• [Task instructions] Give again every line from the one with "Annotate the map: name" through the last line of the data, exactly, and leave out the lines before it.

Provided data START

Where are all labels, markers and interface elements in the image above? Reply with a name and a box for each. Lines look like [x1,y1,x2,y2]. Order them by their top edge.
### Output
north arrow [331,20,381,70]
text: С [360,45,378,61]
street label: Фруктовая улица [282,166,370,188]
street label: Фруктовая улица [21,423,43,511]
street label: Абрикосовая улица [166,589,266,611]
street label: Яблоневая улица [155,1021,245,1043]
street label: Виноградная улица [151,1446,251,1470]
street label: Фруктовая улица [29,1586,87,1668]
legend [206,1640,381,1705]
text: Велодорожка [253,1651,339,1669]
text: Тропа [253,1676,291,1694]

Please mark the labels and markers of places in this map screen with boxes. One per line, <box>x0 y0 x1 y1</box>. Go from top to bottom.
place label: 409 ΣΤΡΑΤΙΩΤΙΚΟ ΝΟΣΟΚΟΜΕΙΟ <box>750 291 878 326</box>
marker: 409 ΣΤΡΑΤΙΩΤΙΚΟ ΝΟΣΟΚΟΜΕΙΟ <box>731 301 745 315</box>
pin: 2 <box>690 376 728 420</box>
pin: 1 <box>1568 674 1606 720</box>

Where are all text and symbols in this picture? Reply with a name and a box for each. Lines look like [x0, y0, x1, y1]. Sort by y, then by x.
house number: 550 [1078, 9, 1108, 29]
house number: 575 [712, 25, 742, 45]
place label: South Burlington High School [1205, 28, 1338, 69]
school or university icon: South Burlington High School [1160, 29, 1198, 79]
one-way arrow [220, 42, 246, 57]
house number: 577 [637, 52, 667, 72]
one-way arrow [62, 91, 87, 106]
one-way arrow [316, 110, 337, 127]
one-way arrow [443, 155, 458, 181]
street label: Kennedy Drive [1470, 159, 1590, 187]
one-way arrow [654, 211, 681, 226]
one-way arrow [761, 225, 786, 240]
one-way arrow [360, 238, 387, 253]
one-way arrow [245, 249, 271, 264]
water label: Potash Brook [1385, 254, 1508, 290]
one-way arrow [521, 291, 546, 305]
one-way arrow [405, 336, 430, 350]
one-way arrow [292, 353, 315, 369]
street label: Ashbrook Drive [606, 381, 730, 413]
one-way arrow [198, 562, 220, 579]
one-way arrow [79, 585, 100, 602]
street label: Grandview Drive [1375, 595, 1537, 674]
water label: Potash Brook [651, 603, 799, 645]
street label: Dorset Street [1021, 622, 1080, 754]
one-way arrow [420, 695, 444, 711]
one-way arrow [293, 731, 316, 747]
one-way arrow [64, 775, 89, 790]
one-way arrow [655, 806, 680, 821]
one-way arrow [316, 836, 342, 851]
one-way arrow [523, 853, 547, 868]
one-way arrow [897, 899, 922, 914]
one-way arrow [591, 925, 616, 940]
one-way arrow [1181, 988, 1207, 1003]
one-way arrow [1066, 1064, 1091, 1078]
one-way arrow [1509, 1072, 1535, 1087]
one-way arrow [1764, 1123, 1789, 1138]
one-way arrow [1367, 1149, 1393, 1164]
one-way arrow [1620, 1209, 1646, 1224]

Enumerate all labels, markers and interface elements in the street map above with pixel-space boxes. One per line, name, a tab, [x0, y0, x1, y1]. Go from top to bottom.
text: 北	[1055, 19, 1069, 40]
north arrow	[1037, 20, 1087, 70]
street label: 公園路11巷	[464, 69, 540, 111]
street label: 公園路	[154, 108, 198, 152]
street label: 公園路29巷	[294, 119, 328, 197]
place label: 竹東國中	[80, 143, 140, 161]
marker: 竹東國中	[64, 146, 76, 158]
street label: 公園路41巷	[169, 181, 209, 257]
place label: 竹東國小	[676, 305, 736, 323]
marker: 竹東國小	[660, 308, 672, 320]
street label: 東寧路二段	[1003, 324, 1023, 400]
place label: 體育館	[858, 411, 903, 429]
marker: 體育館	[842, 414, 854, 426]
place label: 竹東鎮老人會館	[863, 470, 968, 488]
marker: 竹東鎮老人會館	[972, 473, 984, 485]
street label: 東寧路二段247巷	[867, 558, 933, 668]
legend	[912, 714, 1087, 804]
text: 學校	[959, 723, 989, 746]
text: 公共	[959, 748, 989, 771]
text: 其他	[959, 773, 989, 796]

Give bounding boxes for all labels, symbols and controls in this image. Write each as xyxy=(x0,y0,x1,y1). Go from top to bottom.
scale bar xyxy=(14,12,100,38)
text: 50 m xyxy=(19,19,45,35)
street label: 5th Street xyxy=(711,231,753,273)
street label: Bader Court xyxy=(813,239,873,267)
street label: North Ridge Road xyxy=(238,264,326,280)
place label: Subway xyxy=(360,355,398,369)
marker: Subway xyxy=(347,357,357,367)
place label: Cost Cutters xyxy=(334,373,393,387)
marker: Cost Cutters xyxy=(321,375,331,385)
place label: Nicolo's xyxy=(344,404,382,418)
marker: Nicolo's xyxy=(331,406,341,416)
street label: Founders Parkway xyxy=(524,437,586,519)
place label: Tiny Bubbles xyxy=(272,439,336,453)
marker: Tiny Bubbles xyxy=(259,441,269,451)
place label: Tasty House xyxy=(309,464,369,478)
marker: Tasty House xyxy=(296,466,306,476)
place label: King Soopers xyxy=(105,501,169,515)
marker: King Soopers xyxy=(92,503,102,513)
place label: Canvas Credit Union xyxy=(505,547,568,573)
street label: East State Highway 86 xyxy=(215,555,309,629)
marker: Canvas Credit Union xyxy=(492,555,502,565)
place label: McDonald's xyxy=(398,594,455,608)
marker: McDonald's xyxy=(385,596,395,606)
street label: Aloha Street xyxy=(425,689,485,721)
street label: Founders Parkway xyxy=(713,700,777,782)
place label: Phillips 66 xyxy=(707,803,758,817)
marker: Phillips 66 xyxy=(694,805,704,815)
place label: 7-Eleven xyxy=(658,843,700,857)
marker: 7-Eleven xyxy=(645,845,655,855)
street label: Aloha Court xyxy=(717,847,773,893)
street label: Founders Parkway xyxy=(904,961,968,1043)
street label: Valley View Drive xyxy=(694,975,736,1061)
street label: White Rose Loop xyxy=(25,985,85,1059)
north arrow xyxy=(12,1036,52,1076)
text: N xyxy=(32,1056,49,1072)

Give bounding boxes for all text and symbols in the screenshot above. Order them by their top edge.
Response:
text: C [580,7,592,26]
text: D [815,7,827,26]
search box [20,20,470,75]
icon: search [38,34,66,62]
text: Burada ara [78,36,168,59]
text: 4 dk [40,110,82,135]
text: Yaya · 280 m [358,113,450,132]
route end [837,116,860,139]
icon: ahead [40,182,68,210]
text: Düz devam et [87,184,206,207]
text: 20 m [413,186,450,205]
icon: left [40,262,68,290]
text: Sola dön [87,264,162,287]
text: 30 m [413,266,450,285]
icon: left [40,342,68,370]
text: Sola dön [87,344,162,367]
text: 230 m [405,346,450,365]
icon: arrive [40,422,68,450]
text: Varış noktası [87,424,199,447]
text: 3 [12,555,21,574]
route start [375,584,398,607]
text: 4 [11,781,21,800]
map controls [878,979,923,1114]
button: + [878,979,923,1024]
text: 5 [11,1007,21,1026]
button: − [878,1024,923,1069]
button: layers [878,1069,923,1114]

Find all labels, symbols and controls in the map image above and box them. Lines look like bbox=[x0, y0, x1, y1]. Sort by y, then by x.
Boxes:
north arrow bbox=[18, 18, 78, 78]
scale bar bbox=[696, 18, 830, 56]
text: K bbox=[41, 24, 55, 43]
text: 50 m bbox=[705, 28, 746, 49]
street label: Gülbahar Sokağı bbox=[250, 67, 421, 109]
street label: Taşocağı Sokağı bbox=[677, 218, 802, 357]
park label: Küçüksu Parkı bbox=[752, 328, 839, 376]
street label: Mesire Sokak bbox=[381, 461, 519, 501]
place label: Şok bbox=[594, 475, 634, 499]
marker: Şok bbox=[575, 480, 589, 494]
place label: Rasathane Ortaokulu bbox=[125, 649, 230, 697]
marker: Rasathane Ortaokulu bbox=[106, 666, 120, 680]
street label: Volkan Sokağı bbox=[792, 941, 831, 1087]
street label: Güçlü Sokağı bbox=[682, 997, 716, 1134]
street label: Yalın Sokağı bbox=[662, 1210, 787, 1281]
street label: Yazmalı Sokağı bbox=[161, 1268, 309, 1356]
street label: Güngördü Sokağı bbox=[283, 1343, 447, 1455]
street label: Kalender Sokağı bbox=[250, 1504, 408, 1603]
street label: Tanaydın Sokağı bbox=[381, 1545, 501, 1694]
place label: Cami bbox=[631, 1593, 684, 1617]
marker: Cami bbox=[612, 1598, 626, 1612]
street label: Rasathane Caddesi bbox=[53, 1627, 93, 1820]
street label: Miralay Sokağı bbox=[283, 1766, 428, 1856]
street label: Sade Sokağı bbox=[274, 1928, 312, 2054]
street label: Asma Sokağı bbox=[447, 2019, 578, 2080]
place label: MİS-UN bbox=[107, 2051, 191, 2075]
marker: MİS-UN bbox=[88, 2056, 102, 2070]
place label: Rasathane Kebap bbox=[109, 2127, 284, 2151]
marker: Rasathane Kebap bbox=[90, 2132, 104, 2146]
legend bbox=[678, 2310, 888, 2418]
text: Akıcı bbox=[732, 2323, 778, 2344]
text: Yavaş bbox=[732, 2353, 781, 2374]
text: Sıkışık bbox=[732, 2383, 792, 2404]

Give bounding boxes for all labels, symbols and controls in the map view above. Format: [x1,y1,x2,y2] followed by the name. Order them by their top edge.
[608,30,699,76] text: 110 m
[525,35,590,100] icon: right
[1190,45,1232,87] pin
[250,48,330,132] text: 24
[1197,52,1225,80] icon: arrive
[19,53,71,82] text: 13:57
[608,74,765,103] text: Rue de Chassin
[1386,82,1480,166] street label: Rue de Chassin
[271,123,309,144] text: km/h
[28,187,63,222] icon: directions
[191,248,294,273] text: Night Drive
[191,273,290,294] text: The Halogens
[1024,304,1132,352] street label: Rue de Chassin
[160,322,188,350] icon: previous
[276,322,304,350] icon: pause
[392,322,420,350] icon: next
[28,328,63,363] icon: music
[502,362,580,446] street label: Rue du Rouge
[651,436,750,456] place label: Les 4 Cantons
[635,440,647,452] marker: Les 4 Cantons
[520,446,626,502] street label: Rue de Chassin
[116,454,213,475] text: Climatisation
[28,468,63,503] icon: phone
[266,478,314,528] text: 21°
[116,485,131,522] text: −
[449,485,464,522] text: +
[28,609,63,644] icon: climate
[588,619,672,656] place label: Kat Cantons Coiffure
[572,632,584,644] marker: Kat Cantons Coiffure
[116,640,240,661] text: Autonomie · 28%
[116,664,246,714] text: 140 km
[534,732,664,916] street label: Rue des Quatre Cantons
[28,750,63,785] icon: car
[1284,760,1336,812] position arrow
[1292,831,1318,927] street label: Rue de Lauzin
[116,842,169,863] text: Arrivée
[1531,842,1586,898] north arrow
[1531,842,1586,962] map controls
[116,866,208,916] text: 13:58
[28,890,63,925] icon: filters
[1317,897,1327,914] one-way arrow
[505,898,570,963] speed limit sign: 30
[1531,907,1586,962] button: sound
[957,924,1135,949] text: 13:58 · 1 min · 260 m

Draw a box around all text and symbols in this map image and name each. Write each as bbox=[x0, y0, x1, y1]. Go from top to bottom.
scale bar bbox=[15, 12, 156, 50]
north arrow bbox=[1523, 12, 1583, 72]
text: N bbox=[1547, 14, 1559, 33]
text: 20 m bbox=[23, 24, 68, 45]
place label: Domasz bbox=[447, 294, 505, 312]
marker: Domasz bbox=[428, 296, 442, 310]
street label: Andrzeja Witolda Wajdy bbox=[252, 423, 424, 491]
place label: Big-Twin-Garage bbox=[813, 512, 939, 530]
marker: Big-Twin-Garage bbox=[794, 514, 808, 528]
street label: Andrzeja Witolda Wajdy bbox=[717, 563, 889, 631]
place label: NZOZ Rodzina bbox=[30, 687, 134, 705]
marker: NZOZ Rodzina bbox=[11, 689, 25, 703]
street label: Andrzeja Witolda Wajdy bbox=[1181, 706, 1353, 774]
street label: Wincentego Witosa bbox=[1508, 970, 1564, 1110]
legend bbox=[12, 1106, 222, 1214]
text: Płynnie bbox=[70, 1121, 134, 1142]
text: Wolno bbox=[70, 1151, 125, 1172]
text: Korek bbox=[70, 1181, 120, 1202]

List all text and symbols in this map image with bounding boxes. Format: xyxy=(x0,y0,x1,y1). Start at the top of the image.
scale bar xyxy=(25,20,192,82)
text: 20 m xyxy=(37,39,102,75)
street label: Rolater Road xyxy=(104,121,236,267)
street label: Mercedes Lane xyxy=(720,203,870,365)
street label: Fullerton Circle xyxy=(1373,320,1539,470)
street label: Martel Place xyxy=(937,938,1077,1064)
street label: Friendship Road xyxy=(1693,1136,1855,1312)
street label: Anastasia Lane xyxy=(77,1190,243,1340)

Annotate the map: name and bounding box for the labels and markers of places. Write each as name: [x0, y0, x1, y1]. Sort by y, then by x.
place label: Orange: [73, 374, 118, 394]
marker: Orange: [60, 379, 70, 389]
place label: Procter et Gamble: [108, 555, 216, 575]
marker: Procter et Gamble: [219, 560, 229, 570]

Provided data END

• [Written response]
Annotate the map: name and bounding box for the labels and markers of places. Write each as name: [x0, y0, x1, y1]. Sort by y, then by x.
place label: Orange: [73, 374, 118, 394]
marker: Orange: [60, 379, 70, 389]
place label: Procter et Gamble: [108, 555, 216, 575]
marker: Procter et Gamble: [219, 560, 229, 570]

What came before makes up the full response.